Parliament of Western Australia
- Long title An Act about Aboriginal cultural heritage; and to repeal the Aboriginal Heritage Act 1972 and the Aboriginal Heritage (Marandoo) Act 1992; and to make consequential and other amendments to various Acts; and for related purposes. ;
- Citation: Act No 27 of 2021
- Territorial extent: State of Western Australia
- Royal assent: 22 December 2021
- Repealed: 15 November 2023
- Administered by: Attorney-General of Western Australia

Legislative history
- Bill title: Aboriginal Cultural Heritage Bill 2021
- Bill citation: Bill 56 of 2021
- Introduced by: Dr A. D. Buti MLA, Minister for Finance
- First reading: 17 November 2021
- Second reading: 17 November 2021
- Third reading: 23 November 2021
- Member(s) in charge: Stephen Dawson MLC, Minister for Aboriginal Affairs
- First reading: 30 November 2021
- Second reading: 30 November 2021
- Third reading: 14 December 2021

Amends
- Aboriginal Heritage Act 1972 Conservation and Land Management Act 1974

Amended by
- Aboriginal Heritage Legislation Amendment and Repeal Bill 2023

= Aboriginal Cultural Heritage Act 2021 =

Law governing the protection of Aboriginal cultural sites in Western Australia

The Aboriginal Cultural Heritage Act 2021 (ACH Act) was a law in the state of Western Australia governing the protection of Aboriginal cultural sites.
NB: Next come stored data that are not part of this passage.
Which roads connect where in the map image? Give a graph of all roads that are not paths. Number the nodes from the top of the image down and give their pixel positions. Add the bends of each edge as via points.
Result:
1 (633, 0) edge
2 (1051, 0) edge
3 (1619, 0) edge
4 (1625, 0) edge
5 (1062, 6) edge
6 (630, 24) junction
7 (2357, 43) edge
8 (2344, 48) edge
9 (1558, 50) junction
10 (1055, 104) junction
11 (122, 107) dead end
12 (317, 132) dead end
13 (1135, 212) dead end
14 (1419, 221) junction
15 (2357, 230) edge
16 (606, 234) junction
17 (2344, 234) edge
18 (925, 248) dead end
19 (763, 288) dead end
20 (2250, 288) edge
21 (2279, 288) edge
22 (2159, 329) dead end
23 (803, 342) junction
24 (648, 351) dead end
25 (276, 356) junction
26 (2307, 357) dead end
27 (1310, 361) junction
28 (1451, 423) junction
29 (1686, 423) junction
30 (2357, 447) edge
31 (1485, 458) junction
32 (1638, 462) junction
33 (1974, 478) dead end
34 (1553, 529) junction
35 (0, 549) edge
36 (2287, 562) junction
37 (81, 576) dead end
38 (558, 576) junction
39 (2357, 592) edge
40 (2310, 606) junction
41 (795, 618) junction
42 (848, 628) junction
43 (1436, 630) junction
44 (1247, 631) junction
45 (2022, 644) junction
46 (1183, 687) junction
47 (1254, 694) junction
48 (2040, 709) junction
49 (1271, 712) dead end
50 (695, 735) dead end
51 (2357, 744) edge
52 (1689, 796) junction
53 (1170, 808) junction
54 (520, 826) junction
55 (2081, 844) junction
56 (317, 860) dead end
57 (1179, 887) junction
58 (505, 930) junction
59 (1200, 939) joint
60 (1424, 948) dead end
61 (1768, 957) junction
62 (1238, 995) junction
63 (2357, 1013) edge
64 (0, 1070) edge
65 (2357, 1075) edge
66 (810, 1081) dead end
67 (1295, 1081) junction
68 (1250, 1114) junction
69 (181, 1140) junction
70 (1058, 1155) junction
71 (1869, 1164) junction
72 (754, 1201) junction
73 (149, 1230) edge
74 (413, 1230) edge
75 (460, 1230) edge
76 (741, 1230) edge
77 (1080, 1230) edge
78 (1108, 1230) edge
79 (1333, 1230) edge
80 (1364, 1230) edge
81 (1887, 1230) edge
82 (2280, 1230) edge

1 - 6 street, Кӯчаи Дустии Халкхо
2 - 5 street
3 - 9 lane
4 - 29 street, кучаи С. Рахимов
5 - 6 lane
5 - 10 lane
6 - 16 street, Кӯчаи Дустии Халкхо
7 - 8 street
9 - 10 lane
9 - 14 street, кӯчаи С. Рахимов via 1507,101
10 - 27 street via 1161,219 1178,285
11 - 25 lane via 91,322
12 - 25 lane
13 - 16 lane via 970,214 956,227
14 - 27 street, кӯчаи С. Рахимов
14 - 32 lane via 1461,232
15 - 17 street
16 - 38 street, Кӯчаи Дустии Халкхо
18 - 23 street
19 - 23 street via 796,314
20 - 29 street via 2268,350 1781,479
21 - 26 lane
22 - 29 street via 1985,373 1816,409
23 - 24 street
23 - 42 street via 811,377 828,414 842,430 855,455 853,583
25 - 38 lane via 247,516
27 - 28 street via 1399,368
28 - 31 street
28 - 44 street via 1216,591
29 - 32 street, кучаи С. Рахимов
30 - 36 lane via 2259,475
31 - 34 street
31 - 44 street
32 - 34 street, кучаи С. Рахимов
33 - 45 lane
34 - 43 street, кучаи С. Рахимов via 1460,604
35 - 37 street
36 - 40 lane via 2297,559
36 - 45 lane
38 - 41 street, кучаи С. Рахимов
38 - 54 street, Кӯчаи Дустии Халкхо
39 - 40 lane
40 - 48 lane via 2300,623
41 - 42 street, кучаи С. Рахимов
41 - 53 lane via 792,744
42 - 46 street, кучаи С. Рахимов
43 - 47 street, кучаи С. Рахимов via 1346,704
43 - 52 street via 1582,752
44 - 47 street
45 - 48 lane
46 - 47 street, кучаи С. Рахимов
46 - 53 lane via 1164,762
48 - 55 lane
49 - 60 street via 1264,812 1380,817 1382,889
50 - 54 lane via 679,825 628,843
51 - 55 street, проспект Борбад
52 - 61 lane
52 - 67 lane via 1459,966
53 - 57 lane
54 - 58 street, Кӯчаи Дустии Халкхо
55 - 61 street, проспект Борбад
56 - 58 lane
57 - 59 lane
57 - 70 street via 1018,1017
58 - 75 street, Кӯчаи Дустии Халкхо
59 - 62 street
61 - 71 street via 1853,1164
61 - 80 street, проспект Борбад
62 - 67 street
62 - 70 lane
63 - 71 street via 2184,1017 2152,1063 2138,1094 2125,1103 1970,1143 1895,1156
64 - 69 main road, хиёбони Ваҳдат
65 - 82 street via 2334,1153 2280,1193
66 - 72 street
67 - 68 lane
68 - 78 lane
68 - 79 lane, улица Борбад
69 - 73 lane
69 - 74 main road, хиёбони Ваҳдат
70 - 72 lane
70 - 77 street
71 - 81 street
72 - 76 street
It superseded the Aboriginal Heritage Act 1972 on 1 July 2023. On 8 August 2023, the Government of Western Australia announced the act would be repealed and the 1972 act reinstated. Some people saw a link between repealing the act and the incoming 2023 Australian Indigenous Voice referendum.

==Background==
The legislation followed a government inquiry into the destruction of an ancient heritage site, Juukan Gorge, by mining company Rio Tinto in May 2020. The process included discussions with Aboriginal people, industry experts, and the larger community. The act was repealed on 15 November 2023 with the passing of the Aboriginal Heritage Legislation Amendment and Repeal Act 2023.

==Description==
The act sought to give traditional owners increased influence in decisions over Aboriginal heritage management. Local Aboriginal cultural-heritage, native-title and other relevant bodies would play a critical role in managing and surveying heritage locations.

==Concerns==
Owing to the legislation's complexity, education workshops were held by the Department of Planning, Lands and Heritage, attended by hundreds of people. There were calls to delay the implementation of the legislation for six months to allow a longer period for landholders to become acquainted with their responsibilities. Nearly a month after its implementation, the planning authorities were receiving numerous phone calls and emails from farmers. Many were from users of the land looking for clarification about what activities were permitted under the new act, others wanted general advice, or technical assistance with the online service. Concerns remained about the legislation's lack of clarity, as pastoralists did not want to inadvertently break the law.

Some 29,000 petitioners called on the government to delay implementation of the law.

The Pastoralists and Graziers Association of Western Australia opposed the law.